Over the course of three days, Added Value transformed SFMOMA’s Helen and Charles Schwab Hall into a massive public book sale with a twist, featuring a radical re-organization of thousands of used books. Added Value was led by Stephanie Syjuco, with participation from The Friends of the San Francisco Public Library, The Prelinger Library and the collaborative artist team Related Tactics. Collectively, Added Value raised a total of $20,000, with all proceeds benefiting the San Francisco Public Library. Check out the Program page to see the schedule of events, Books on Film screenings, talks, and commissioned artist projects involving the manipulation and transformation of books-as-knowledge. See behind the scenes photos and photos from the book sale, then use the Related Tactics exercise to Measure Your Shelf Life at home.
Stephanie Syjuco creates large-scale spectacles of collected cultural objects, cumulative archives, and temporary vending installations, often with an active public component that invites viewers to directly participate as producers or distributors. Using critical wit and collaborative co-creation, her projects leverage open-source systems, shareware logic, and flows of capital, in order to investigate issues of economies and empire. This has included starting a global collaborative project with crochet crafters to counterfeit high-end consumer goods, presenting parasitic art counterfeiting events, and developing alternative vending economies.
Born in the Philippines in 1974, she is the recipient of a 2014 Guggenheim Fellowship Award and has exhibited widely, including at The Museum of Modern Art, New York, the Whitney Museum of American Art, the Havana Biennial, and the Asian Art Biennale, among others. She will be featured in Season 9 of the acclaimed documentary series Art in the Twenty-First Century, and at the 2018 Renwick Invitational at the Smithsonian American Art Museum.
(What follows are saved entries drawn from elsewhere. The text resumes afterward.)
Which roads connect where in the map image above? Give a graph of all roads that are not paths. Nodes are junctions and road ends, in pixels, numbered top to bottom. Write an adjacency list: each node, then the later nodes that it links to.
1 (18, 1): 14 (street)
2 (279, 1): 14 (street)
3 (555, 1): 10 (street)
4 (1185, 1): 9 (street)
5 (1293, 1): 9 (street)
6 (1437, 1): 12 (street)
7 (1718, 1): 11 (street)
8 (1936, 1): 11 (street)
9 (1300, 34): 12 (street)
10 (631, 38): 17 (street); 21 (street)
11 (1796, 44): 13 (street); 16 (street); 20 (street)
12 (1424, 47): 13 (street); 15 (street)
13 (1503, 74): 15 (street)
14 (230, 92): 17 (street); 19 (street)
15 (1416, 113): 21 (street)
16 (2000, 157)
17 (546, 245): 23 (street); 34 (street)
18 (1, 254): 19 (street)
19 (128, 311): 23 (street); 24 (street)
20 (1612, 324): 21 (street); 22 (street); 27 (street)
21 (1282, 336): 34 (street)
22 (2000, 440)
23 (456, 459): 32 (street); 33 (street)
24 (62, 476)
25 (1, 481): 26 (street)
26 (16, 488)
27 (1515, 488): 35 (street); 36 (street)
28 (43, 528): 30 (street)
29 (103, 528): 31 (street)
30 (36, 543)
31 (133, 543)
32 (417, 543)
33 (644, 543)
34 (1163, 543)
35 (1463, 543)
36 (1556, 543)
A long-time educator, she is an Assistant Professor at the University of California Berkeley. She lives and works in Oakland, California.
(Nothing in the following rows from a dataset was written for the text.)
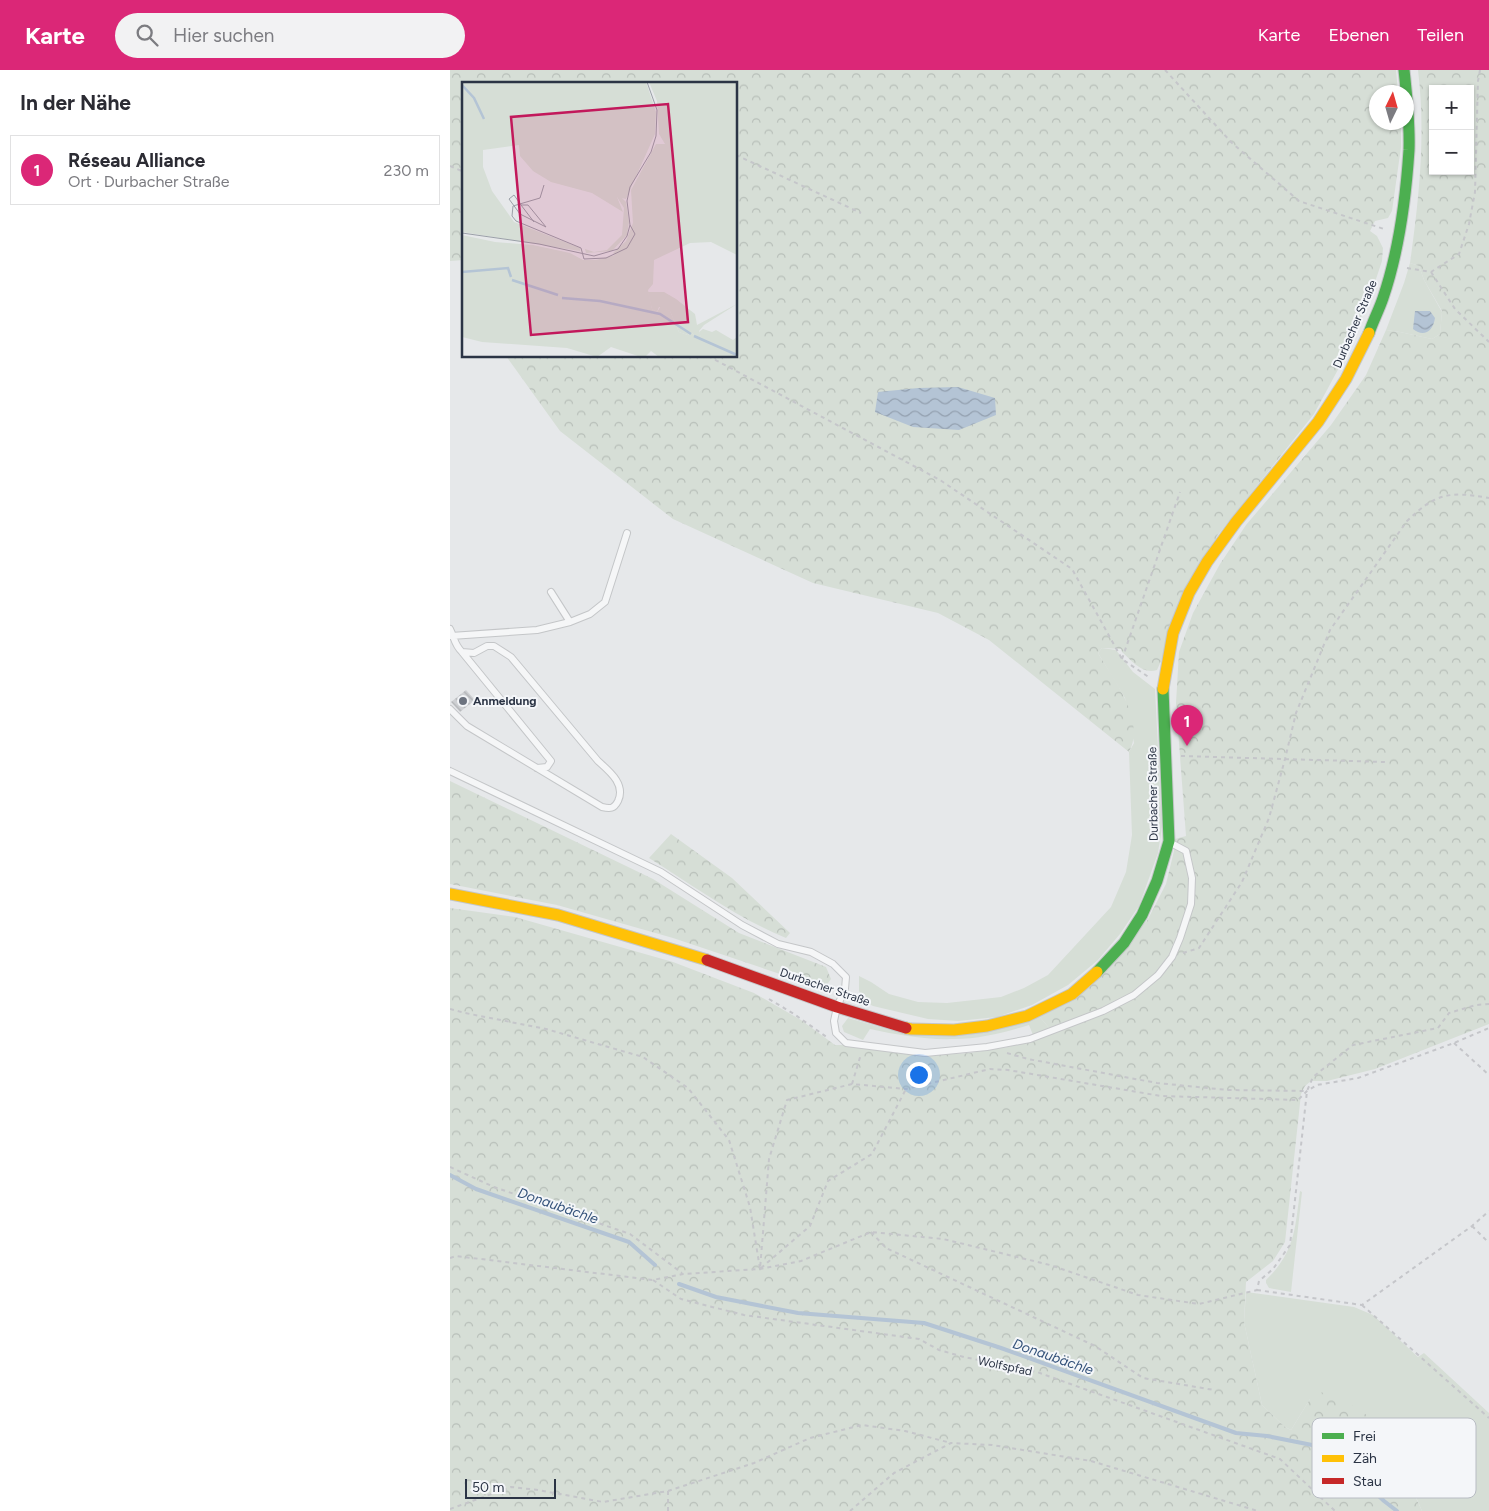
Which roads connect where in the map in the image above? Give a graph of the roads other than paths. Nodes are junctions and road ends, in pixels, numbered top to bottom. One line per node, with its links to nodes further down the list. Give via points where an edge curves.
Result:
1 (1404, 70): 10 (street, Durbacher Straße, via 1409,149 1405,192 1392,264 1368,335 1346,379 1318,422 1207,562 1189,593 1173,633 1163,685)
2 (626, 533): 4 (lane, via 605,602 590,614)
3 (551, 592): 4 (lane)
4 (570, 622): 5 (lane, via 537,630)
5 (451, 634): 6 (lane)
6 (462, 652): 8 (lane, via 551,761 547,767); 8 (lane, via 474,653 494,646 511,657 598,761 612,773 620,789 620,797 616,806 610,809 602,807)
7 (450, 709): 8 (lane, via 467,726)
8 (536, 768)
9 (450, 770): 12 (lane, via 661,872 742,925 778,944 811,952 833,964 846,977)
10 (1169, 842): 12 (street, Durbacher Straße, via 1142,915 1124,943 1102,968 1065,998 1028,1016 954,1030 912,1029); 12 (lane, via 1186,851 1192,878 1191,904 1180,938 1172,957 1158,975 1134,995 1103,1011 1030,1038 988,1047 925,1053 846,1043 836,1034)
11 (450, 894): 12 (street, Durbacher Straße, via 558,915 726,966)
12 (837, 1007)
Related Tactics (Michele Carlson, Weston Teruya, and Nathan Watson) is a collective of artists/writers/educators/cultural organizers/arts administrators of color who create projects at the intersection of race and culture. The collective has produced projects at Adobe Books Backroom Gallery, Southern Exposure, and Black & White Projects. Their work together has been supported with a residency at Real Time & Space and an Alternative Exposure grant from Southern Exposure.
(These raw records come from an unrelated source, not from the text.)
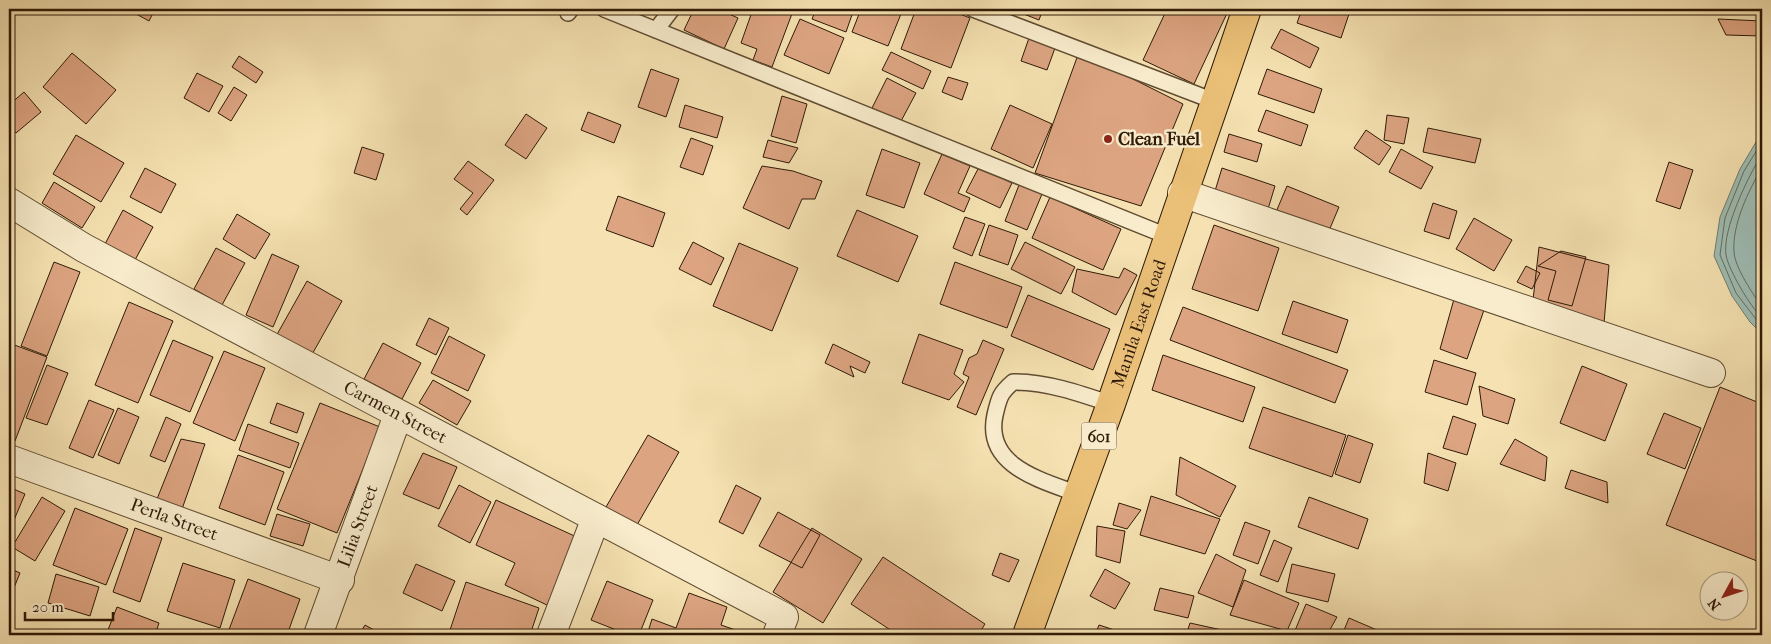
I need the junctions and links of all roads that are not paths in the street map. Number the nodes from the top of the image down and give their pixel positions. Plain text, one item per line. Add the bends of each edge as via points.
1 (604, 9) edge
2 (672, 9) edge
3 (973, 9) edge
4 (1247, 9) edge
5 (656, 30) junction
6 (1214, 101) junction
7 (1182, 193) junction
8 (9, 202) edge
9 (1168, 236) junction
10 (1711, 373) dead end
11 (1111, 404) junction
12 (398, 415) junction
13 (9, 460) edge
14 (1078, 494) junction
15 (596, 518) junction
16 (340, 580) junction
17 (781, 626) edge
18 (318, 635) edge
19 (551, 635) edge
20 (1027, 635) edge

1 - 5 lane
2 - 5 lane
3 - 6 lane
4 - 6 main road, Manila East Road / 601
5 - 9 lane
6 - 7 main road, Manila East Road / 601
7 - 9 main road, Manila East Road / 601
7 - 10 street
8 - 12 street, Carmen Street via 84,248
9 - 11 main road, Manila East Road / 601
11 - 14 main road, Manila East Road / 601
11 - 14 lane via 1032,382 1013,382 1000,393 992,428 998,448 1010,463 1032,476
12 - 15 street, Carmen Street
12 - 16 street, Lilia Street
13 - 16 street, Perla Street
14 - 20 main road, Manila East Road / 601
15 - 17 street, Carmen Street
15 - 19 street
16 - 18 street, Lilia Street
Megan Prelinger is a cultural historian of art and technology author, co-founder and architect of information design at the Prelinger Library, and co-principal of the Prelinger Archives. She is co-creator, with Rick Prelinger, of the Bay Observatory Library at the Exploratorium. She is also a field naturalist with San Francisco Nature Education.
Rick Prelinger, an archivist, writer and filmmaker, is Professor of Film and Digital Media at UC Santa Cruz and co-founder of the Prelinger Library. His archival feature Panorama Ephemera (2004) played in venues around the world, and his feature project No More Road Trips? received a Creative Capital grant in 2012. His 24 Lost Landscapes participatory urban history projects have played to thousands of viewers in San Francisco, Detroit, Oakland, Los Angeles, and elsewhere.